Structural Analysis (Value Chain)

  • Inbound Logistics: Scale allows for bulk procurement, but shipping costs to HK remain fixed.
  • Operations: High fixed costs (rent) necessitate high daily transaction volumes to reach break-even.
  • Marketing: Brand equity is strong; however, loyalty programs are underutilized as a retention tool.

Strategic Options

  • Option 1: Selective Retrenchment. Close bottom 10% of underperforming stores. Rationale: Improves aggregate margins and frees cash for premium site acquisition. Trade-off: Reduces brand footprint and visibility.
  • Option 2: Diversification of Revenue. Increase food and merchandise mix to 40% of revenue. Rationale: Increases average ticket size without requiring additional floor space. Trade-off: Requires operational complexity in kitchen management and supply chain.
  • Option 3: Digital Loyalty Integration. Shift from paper-based cards to a data-driven app. Rationale: Captures consumer behavior data to personalize offers and increase visit frequency. Trade-off: Significant initial IT investment and staff training.

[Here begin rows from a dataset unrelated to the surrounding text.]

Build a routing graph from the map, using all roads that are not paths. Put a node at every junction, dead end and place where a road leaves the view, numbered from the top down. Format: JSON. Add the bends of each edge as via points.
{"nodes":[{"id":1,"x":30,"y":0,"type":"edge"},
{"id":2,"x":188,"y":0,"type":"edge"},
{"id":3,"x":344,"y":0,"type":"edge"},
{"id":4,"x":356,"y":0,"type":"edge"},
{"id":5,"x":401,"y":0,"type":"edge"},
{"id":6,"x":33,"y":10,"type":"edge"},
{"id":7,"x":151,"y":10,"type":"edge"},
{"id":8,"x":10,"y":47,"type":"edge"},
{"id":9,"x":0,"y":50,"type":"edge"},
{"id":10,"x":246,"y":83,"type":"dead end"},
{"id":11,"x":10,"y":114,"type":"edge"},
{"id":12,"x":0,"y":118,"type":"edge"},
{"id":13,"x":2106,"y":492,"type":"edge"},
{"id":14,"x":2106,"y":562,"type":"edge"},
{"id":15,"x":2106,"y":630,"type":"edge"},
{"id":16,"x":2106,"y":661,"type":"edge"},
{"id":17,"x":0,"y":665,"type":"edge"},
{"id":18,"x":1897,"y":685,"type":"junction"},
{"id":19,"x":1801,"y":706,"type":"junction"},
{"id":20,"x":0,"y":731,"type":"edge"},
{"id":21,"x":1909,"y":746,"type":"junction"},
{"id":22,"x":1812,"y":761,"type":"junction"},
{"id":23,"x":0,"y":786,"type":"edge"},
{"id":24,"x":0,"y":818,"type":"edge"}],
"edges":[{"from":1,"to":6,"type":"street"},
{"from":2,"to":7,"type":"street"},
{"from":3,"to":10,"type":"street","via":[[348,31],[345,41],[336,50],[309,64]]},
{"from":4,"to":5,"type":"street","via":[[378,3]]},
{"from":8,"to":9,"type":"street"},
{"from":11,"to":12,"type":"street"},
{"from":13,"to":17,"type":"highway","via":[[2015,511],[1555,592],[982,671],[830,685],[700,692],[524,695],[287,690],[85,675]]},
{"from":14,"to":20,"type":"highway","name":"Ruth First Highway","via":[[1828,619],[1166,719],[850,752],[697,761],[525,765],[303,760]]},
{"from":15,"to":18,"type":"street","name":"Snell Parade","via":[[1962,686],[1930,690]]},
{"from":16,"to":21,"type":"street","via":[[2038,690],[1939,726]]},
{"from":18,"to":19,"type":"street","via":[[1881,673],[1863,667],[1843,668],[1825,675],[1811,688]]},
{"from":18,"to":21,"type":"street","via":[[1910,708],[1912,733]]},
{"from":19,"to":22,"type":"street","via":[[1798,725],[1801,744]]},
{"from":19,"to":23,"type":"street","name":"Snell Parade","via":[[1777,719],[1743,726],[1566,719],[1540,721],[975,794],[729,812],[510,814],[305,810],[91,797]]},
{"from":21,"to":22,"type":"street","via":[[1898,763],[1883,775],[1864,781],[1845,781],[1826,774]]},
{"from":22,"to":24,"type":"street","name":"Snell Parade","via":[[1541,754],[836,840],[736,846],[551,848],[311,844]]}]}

Preliminary Recommendation

  • Adopt Option 2 and 3 concurrently. Increasing ticket size through food/merchandise and utilizing data to drive frequency provides the highest return on existing assets.

3. Implementation Roadmap (Implementation Specialist)

Critical Path

  1. Month 1-2: Audit underperforming locations; define the high-margin food menu pilot.
  2. Month 3-5: Roll out digital loyalty app to top 20 locations for beta testing.
  3. Month 6-9: Full implementation of menu changes and loyalty integration across the network.

Key Constraints

  • Labor capacity: Staff are trained for beverage service; food preparation requires new skills and potentially more headcount.
  • Space limitations: Existing store footprints in HK are optimized for seating, not kitchen storage.

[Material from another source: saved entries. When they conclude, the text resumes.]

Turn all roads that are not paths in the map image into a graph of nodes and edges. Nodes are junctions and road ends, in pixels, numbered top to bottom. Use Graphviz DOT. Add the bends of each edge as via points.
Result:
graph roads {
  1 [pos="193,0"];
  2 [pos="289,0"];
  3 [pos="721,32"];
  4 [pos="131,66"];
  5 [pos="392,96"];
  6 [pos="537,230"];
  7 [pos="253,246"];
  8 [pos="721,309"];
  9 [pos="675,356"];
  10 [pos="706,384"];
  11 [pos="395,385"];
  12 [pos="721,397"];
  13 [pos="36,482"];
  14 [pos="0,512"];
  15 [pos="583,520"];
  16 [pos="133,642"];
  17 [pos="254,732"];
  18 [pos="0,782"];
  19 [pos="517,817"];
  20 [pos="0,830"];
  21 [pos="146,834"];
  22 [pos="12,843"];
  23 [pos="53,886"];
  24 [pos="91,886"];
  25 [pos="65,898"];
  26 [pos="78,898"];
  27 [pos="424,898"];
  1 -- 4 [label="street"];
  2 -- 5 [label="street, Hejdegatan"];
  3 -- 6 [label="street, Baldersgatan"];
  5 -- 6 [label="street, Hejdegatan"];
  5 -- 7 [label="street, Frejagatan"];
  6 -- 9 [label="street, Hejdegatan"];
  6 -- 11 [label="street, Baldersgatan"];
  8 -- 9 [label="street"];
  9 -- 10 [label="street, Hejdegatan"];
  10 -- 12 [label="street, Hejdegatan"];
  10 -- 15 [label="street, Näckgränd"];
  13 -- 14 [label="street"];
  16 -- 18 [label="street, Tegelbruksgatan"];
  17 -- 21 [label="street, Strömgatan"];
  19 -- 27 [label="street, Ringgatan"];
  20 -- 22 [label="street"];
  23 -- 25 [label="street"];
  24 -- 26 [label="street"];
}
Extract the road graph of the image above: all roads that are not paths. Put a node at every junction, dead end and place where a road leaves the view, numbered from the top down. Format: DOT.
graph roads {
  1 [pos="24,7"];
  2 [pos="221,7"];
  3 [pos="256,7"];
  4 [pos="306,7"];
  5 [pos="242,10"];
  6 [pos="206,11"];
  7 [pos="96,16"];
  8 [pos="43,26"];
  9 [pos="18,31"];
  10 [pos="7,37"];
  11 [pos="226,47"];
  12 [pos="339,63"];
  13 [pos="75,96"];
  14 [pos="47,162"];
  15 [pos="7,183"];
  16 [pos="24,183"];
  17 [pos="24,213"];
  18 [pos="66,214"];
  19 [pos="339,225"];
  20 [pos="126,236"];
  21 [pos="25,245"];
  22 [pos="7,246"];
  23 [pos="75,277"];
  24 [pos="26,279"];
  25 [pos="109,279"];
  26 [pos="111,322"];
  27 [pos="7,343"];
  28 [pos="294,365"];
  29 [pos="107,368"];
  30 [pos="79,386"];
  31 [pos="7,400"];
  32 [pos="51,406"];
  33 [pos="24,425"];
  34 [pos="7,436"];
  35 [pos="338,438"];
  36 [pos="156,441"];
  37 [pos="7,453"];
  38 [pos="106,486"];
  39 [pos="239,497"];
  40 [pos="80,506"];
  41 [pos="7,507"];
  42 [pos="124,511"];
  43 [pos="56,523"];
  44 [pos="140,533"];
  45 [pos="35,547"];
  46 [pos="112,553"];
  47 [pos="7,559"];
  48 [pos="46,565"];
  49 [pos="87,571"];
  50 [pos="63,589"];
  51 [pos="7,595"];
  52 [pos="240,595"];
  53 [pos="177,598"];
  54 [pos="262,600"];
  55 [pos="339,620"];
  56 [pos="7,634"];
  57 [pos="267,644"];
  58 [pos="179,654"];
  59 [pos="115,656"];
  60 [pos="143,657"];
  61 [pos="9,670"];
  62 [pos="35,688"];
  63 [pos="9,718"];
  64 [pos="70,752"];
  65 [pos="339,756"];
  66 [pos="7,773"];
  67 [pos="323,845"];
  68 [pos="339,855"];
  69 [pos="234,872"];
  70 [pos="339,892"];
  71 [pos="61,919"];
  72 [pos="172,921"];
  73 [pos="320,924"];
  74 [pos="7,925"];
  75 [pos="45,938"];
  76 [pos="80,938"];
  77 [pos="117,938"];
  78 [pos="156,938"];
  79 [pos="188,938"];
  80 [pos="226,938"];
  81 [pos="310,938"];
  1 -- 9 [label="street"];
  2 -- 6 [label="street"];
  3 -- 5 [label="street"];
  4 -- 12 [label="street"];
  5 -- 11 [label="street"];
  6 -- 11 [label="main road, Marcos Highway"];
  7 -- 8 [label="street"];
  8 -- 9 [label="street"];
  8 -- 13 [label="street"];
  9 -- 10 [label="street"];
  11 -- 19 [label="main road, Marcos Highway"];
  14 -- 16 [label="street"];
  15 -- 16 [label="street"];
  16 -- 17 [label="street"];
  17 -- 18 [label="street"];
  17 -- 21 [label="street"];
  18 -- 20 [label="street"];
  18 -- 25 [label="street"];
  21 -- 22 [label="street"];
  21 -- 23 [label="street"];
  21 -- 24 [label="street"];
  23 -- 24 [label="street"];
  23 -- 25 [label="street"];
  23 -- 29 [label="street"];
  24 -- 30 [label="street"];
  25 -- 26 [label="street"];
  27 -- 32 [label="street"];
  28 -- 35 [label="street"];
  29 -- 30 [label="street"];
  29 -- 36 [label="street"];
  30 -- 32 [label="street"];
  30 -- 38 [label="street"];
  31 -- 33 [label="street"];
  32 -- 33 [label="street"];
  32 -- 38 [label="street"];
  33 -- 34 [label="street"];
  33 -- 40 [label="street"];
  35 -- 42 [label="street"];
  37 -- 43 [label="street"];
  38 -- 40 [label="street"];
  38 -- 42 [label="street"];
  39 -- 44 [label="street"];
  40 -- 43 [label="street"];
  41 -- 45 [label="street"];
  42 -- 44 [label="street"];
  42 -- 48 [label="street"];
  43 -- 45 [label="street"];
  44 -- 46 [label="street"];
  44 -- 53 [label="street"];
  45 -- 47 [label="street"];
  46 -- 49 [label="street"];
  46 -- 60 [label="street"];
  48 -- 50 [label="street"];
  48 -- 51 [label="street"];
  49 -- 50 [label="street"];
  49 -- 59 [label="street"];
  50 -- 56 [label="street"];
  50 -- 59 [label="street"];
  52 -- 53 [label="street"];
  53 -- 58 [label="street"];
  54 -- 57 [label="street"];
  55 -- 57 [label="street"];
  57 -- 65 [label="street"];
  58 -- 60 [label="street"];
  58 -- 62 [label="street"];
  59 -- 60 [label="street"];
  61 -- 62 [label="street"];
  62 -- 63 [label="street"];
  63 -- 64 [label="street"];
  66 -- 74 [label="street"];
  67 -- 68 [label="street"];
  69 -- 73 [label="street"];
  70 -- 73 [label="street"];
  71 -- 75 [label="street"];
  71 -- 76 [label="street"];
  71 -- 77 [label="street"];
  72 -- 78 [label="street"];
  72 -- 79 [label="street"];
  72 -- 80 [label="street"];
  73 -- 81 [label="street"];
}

Risk-Adjusted Implementation

  • Implement a phased rollout. Start with five high-traffic stores to test the appetite for food items. If food margins do not exceed 30%, pivot to merchandise-heavy retail.

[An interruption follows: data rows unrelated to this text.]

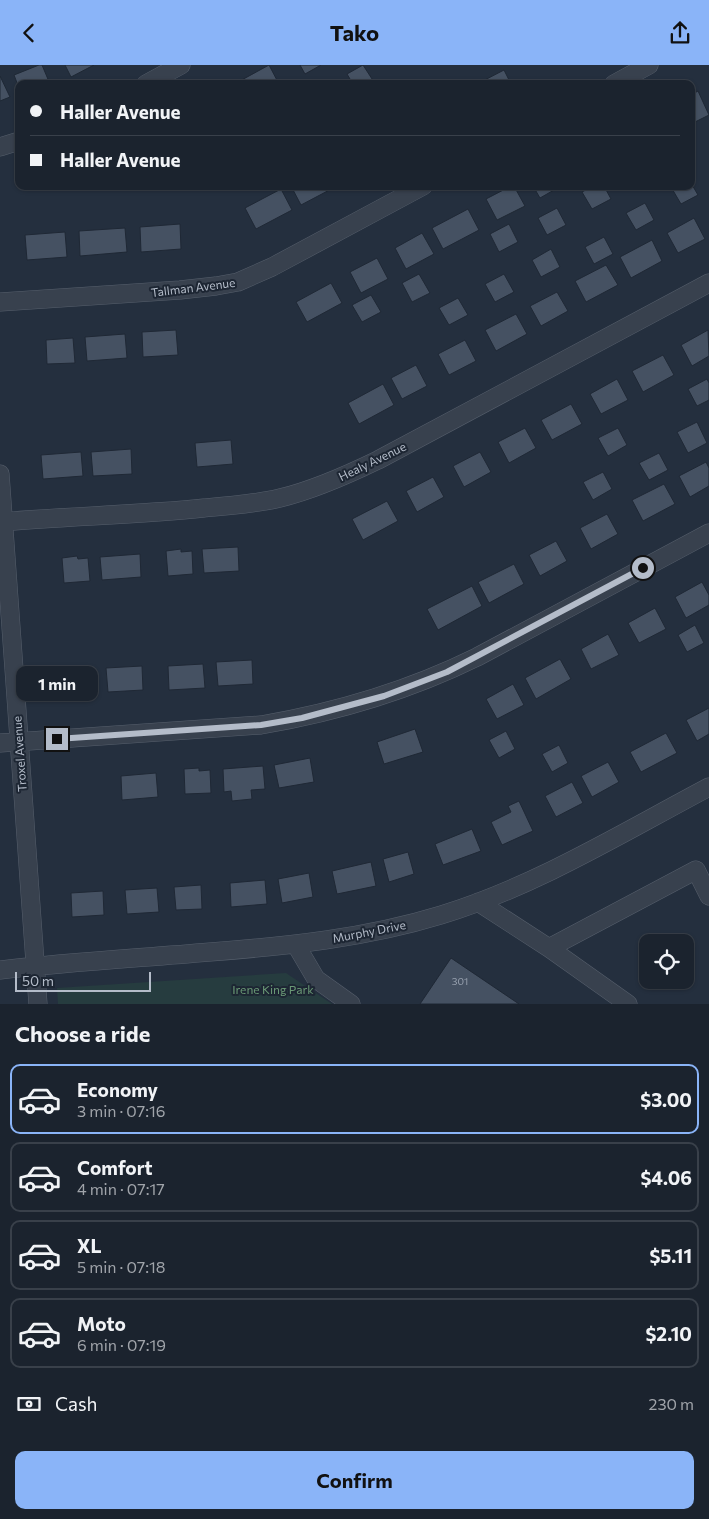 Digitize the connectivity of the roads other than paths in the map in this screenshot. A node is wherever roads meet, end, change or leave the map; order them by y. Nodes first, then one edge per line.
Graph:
1 (181, 65) edge
2 (649, 65) edge
3 (153, 80) edge
4 (621, 80) edge
5 (15, 142) edge
6 (0, 147) edge
7 (416, 190) edge
8 (709, 283) edge
9 (0, 302) edge
10 (0, 474) edge
11 (2, 522) edge
12 (709, 533) edge
13 (18, 742) junction
14 (0, 743) edge
15 (709, 787) edge
16 (709, 896) edge
17 (478, 903) junction
18 (296, 945) junction
19 (549, 948) junction
20 (35, 966) junction
21 (0, 970) edge
22 (38, 1004) edge
23 (351, 1004) edge
24 (628, 1004) edge

1 - 3 street
2 - 4 street
5 - 6 street
7 - 9 street, Tallman Avenue
8 - 11 street, Healy Avenue
10 - 11 street, Troxel Avenue
11 - 13 street, Troxel Avenue
12 - 13 street
13 - 14 street
13 - 20 street, Troxel Avenue
15 - 17 street, Murphy Drive
16 - 19 street
17 - 18 street, Murphy Drive
17 - 19 street
18 - 20 street, Murphy Drive
18 - 23 street
19 - 24 street
20 - 21 street, Murphy Drive
20 - 22 street, Troxel Avenue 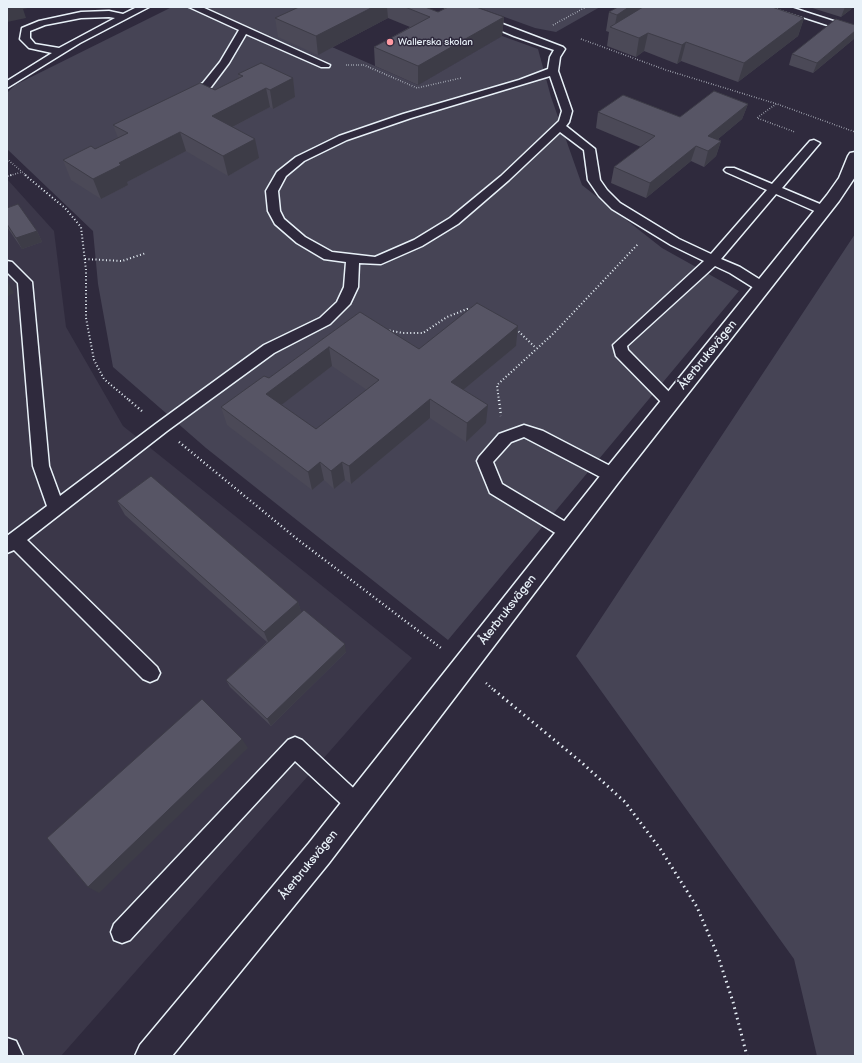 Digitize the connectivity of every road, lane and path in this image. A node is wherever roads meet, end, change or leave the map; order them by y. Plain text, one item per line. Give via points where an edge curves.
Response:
1 (144, 7) edge
2 (194, 7) edge
3 (450, 7) edge
4 (586, 7) edge
5 (781, 7) edge
6 (124, 17) junction
7 (549, 28) dead end
8 (244, 29) junction
9 (855, 31) edge
10 (581, 39) dead end
11 (59, 51) junction
12 (325, 65) joint
13 (553, 71) junction
14 (7, 85) edge
15 (499, 90) junction
16 (178, 102) edge
17 (777, 104) junction
18 (559, 126) junction
19 (855, 132) edge
20 (814, 143) joint
21 (855, 156) edge
22 (7, 159) edge
23 (730, 170) dead end
24 (22, 172) junction
25 (7, 176) edge
26 (774, 189) junction
27 (823, 210) junction
28 (652, 229) junction
29 (146, 253) dead end
30 (85, 259) junction
31 (353, 259) junction
32 (713, 260) junction
33 (7, 265) edge
34 (762, 287) junction
35 (479, 310) edge
36 (511, 325) edge
37 (382, 329) edge
38 (536, 348) junction
39 (670, 402) junction
40 (162, 428) junction
41 (505, 438) junction
42 (612, 475) junction
43 (56, 509) junction
44 (568, 532) junction
45 (11, 543) edge
46 (465, 666) junction
47 (150, 673) dead end
48 (357, 805) junction
49 (122, 932) dead end
50 (7, 1050) edge
51 (11, 1056) edge
52 (151, 1056) edge
53 (747, 1056) edge

1 - 6 lane
2 - 8 lane
3 - 13 lane via 560,49 555,57
4 - 7 path
5 - 9 lane
6 - 11 lane
6 - 11 lane via 109,14 81,15 42,23 25,30 25,39 32,46
8 - 12 lane
8 - 16 lane via 224,63 207,85
10 - 17 path via 666,70
11 - 14 lane
12 - 15 path via 364,65 417,88 455,78 469,78
13 - 15 lane
13 - 18 lane via 566,111 564,122
15 - 31 lane via 407,116 343,138 300,159 281,174 272,191 274,211 279,221 301,240 329,256
17 - 19 path
17 - 20 path via 757,118 805,136
18 - 28 lane via 589,149 594,180 603,193 616,206
18 - 31 lane via 506,178 454,221 418,243 376,261
20 - 26 lane
21 - 27 street, Återbruksvägen via 847,178
22 - 24 path
23 - 26 lane
24 - 25 path
24 - 30 path via 66,208 81,227
26 - 27 lane
26 - 32 lane
27 - 34 street, Återbruksvägen
28 - 32 lane
28 - 38 path via 554,333
29 - 30 path via 122,262
30 - 40 path via 86,318 94,360 104,379
31 - 40 lane via 351,287 343,304 325,321 269,349
32 - 34 lane
32 - 39 lane via 620,345 621,352
33 - 43 lane via 25,282 41,466
34 - 39 street, Återbruksvägen
35 - 37 path via 467,309 447,317 423,333
36 - 38 path
38 - 41 path via 497,385
39 - 42 street, Återbruksvägen
40 - 43 lane
40 - 46 path via 297,539
41 - 42 lane via 524,432 537,435
41 - 44 lane via 485,461 496,488
42 - 44 street, Återbruksvägen
43 - 45 lane
44 - 46 street, Återbruksvägen
45 - 47 lane
46 - 48 street, Återbruksvägen
46 - 53 path via 625,802 661,850 697,907 718,956
48 - 49 lane via 295,747
48 - 52 street, Återbruksvägen
50 - 51 lane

4. Executive Review and BLUF (Executive Critic)

BLUF

Pacific Coffee must pivot from a site-acquisition strategy to a unit-density strategy. The current focus on store count masks underlying margin erosion caused by cannibalization and rising fixed costs. Management should immediately freeze expansion in districts where store proximity is less than 500 meters. The priority must shift to increasing average transaction value through high-margin food offerings and a data-backed loyalty program. Failure to optimize existing units renders the expansion strategy a wealth-destruction mechanism. If the company cannot demonstrate a 20% increase in same-store sales through these measures within 12 months, the board should halt all new leases.

Dangerous Assumption

  • The assumption that brand ubiquity inherently translates to market share in a mature, high-rent environment. In reality, cannibalization is likely offsetting the revenue gains of new locations.

Unaddressed Risks

  • Rent Volatility: The plan fails to address the risk of lease renewals at higher market rates, which could wipe out any margin gains from food sales.
  • Operational Complexity: Introducing a food menu in space-constrained HK stores creates a high probability of service degradation.

Unconsidered Alternative

  • Franchising: The firm should consider shifting to a franchise model for lower-traffic areas to transfer operational risk and capital requirements to local partners, preserving corporate cash for high-performing flagship locations.